Scan the records below for the line with "index mcp: (476, 241)" and the line with "pinky tip: (444, 268)". Repeat those two lines and every line between them exactly, and nothing else.

Top of Records provided

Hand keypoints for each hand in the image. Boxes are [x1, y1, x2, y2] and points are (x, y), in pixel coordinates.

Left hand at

Bottom of Records provided
Top of Records provided

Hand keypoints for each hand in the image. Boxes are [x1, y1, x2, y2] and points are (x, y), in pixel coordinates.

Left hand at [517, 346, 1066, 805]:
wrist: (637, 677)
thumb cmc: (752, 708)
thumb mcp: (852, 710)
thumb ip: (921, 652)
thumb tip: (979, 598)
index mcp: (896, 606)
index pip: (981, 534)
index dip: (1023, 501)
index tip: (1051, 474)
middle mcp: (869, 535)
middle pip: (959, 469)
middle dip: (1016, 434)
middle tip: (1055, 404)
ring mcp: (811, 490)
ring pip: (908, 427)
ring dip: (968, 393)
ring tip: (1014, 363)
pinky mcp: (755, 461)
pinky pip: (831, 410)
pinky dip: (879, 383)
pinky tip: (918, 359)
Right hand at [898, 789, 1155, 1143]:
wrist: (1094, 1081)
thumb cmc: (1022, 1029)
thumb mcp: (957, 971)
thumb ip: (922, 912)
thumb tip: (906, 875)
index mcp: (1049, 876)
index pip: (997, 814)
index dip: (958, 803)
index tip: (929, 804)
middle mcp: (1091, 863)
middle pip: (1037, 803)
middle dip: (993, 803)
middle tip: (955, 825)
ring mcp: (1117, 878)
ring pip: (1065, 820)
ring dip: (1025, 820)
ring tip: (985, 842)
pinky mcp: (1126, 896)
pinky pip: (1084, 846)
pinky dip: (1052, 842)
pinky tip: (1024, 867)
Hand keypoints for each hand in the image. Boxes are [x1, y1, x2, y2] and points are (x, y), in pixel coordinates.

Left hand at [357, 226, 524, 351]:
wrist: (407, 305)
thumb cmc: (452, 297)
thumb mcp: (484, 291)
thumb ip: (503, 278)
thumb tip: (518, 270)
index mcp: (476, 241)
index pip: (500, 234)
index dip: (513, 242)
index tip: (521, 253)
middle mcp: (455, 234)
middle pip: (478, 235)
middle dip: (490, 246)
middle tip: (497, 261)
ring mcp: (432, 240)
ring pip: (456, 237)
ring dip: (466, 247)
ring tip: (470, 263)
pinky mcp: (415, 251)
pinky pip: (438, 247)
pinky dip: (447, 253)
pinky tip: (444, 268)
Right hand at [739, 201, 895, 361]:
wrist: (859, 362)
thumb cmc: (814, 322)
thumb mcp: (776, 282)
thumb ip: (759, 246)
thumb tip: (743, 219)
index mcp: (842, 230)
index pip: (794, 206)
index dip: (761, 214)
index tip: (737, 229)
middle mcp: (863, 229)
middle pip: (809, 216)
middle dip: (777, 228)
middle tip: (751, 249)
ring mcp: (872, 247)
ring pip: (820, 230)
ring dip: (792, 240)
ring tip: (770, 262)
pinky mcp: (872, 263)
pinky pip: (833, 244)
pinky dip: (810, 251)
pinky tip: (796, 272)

Bottom of Records provided
Top of Records provided

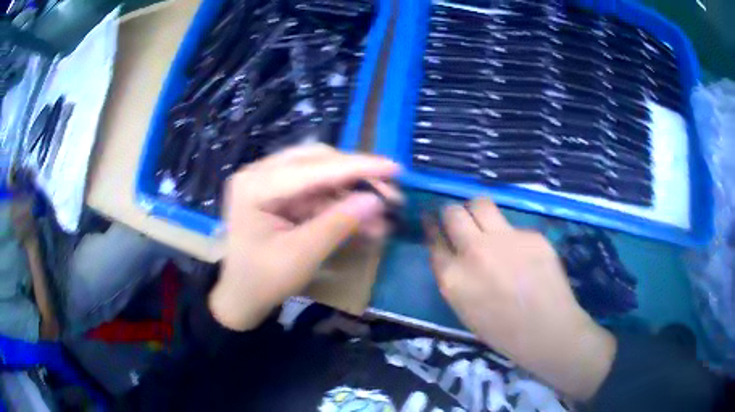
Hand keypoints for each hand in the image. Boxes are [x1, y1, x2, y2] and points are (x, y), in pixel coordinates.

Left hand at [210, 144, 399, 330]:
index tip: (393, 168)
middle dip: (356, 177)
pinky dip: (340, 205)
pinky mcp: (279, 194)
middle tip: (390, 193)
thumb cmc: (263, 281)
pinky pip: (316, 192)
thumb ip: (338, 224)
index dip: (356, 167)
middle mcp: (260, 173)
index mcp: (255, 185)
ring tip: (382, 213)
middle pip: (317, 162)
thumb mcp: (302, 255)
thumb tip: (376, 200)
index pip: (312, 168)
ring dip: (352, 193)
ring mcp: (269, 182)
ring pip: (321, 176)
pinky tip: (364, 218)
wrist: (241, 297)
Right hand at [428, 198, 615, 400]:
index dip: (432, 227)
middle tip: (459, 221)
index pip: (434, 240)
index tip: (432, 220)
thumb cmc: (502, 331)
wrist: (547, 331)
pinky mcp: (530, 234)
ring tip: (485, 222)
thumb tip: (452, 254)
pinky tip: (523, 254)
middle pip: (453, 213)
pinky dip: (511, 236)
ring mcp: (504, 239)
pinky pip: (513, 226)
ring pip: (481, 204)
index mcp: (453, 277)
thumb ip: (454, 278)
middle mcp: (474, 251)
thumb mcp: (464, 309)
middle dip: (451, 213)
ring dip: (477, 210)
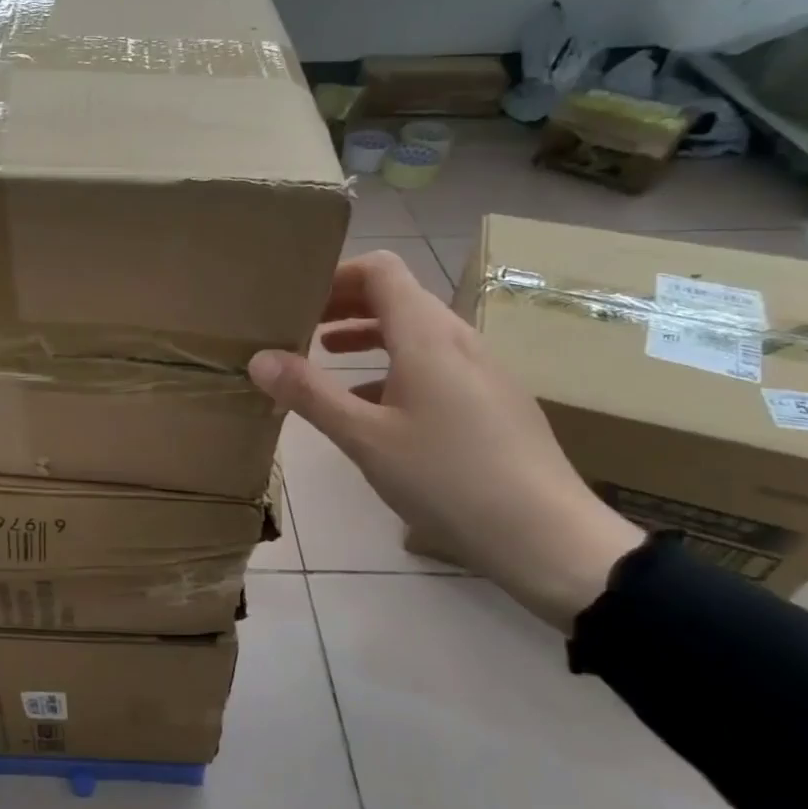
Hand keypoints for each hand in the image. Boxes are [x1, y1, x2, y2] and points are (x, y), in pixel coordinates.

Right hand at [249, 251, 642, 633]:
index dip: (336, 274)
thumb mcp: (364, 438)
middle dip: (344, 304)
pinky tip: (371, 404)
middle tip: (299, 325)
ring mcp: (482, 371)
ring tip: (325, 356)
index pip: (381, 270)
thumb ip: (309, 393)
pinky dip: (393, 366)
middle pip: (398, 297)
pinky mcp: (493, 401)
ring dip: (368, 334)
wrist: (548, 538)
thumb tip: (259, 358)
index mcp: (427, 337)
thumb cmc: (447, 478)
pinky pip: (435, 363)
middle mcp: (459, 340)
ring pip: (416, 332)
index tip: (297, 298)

Bottom of Records provided

= Reply to the exercise =
index mcp: (476, 241)
index pip: (500, 234)
index dip: (513, 242)
index tip: (521, 253)
middle mcp: (455, 234)
middle pip: (478, 235)
middle dip: (490, 246)
middle tip: (497, 261)
ring mcp: (432, 240)
ring pip: (456, 237)
ring dip: (466, 247)
ring tip: (470, 263)
pinky mcp: (415, 251)
pinky pip: (438, 247)
pinky dip: (447, 253)
pinky tip: (444, 268)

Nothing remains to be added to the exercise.